El PSOE y Junts alcanzaron un acuerdo para que el Congreso apruebe la ley de amnistía, con modificaciones que refuerzan las garantías para los encausados del procés, incluido Carles Puigdemont.
El PSOE y Junts han cerrado el acuerdo para que el Congreso apruebe la ley de amnistía, según confirmaron fuentes de ambas formaciones. El nuevo texto incorporará cambios que dotarán de «más garantías» a todos los dirigentes encausados por el procés, con especial atención al líder de Junts, Carles Puigdemont, a quien el Tribunal Supremo investiga por terrorismo.
Ni los socialistas ni los independentistas han detallado públicamente los retoques y las fórmulas jurídicas incluidas en el borrador final. Fuentes de Ferraz aseguraron que la ley, con las nuevas modificaciones, seguirá siendo «absolutamente constitucional» y que no se incluirá ningún supuesto de terrorismo en la amnistía, tal como exigía Junts y que motivó su voto negativo en la primera votación.

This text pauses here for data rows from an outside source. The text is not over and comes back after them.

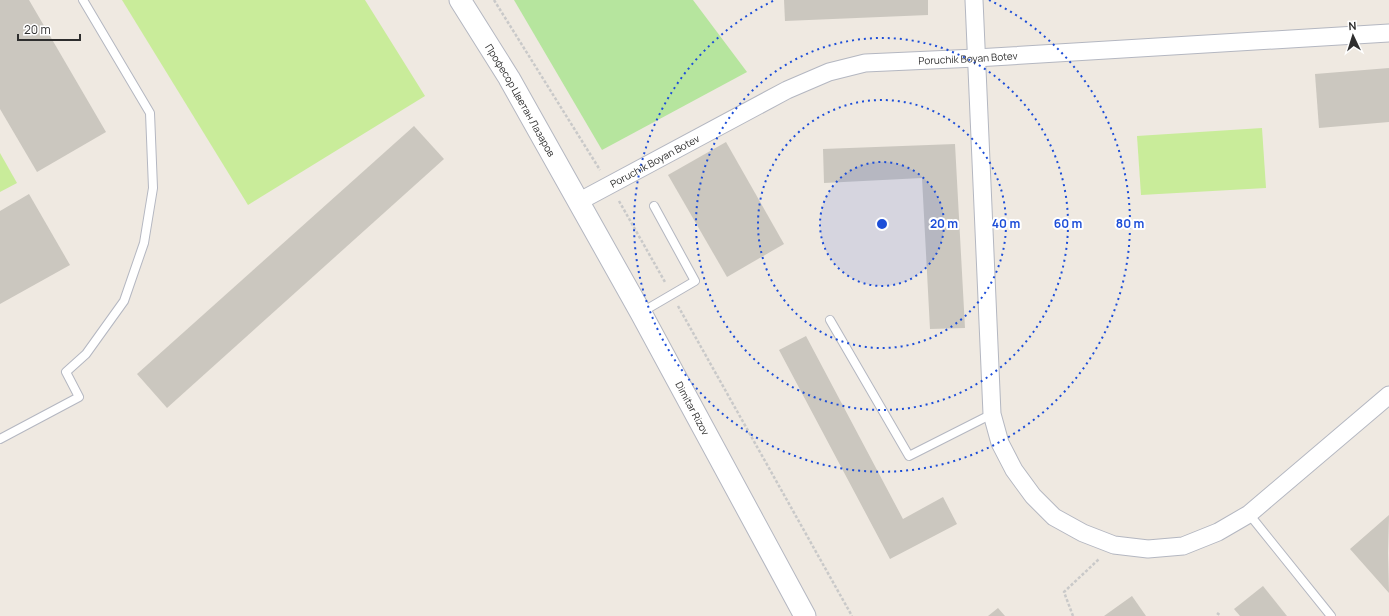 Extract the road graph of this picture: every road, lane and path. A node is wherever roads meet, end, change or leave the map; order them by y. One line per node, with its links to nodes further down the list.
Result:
1 (83, 0): 12 (lane)
2 (460, 0): 6 (street, Професор Цветан Лазаров)
3 (974, 0): 5 (street)
4 (1389, 33): 5 (street, Poruchik Boyan Botev)
5 (976, 58): 6 (street, Poruchik Boyan Botev); 11 (street)
6 (578, 202): 8 (street, Dimitar Rizov)
7 (654, 206): 8 (lane)
8 (641, 313): 16 (street, Dimitar Rizov)
9 (830, 320): 11 (lane)
10 (1389, 395): 13 (street)
11 (992, 414): 14 (street)
12 (0, 439)
13 (1249, 514): 14 (street); 19 (lane)
14 (1114, 545): 17 (path)
15 (1217, 613): 18 (path)
16 (805, 616)
17 (1073, 616)
18 (1221, 616)
19 (1331, 616)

El presidente del Gobierno, Pedro Sánchez, en declaraciones informales a periodistas que cubren su gira por Latinoamérica, adelantó: «Se cambiará para dar más garantías, para ampliar más esos parámetros. Yo no he tenido nunca ninguna duda de que estaban todos incluidos, pero si tenemos que reforzar las garantías, lo hacemos. Todos van a ser amnistiados, se van a cubrir todos los supuestos».
Sánchez añadió que nunca compartió las dudas de Junts, porque siempre tuvo el convencimiento de que el texto original cubriría todos los supuestos vinculados con el proceso independentista en Cataluña, pero señaló que si es necesario reforzar esas garantías para disiparlas, se hará.
La vicepresidenta del Govern, Laura Vilagrà, se mostró este miércoles «satisfecha» por la «buena noticia» del desbloqueo de la ley, después de que PSOE, JxCat y ERC hayan podido «encarrilar» un acuerdo que podría anunciarse «en las próximas horas», según declaraciones a Catalunya Ràdio.
Desde Moncloa, la aprobación de la amnistía se considera un paso para sacar el caso Koldo de la agenda informativa y para «encarrilar la legislatura» mediante el fortalecimiento del bloque de investidura, así como para facilitar la aprobación de los Presupuestos Generales del Estado.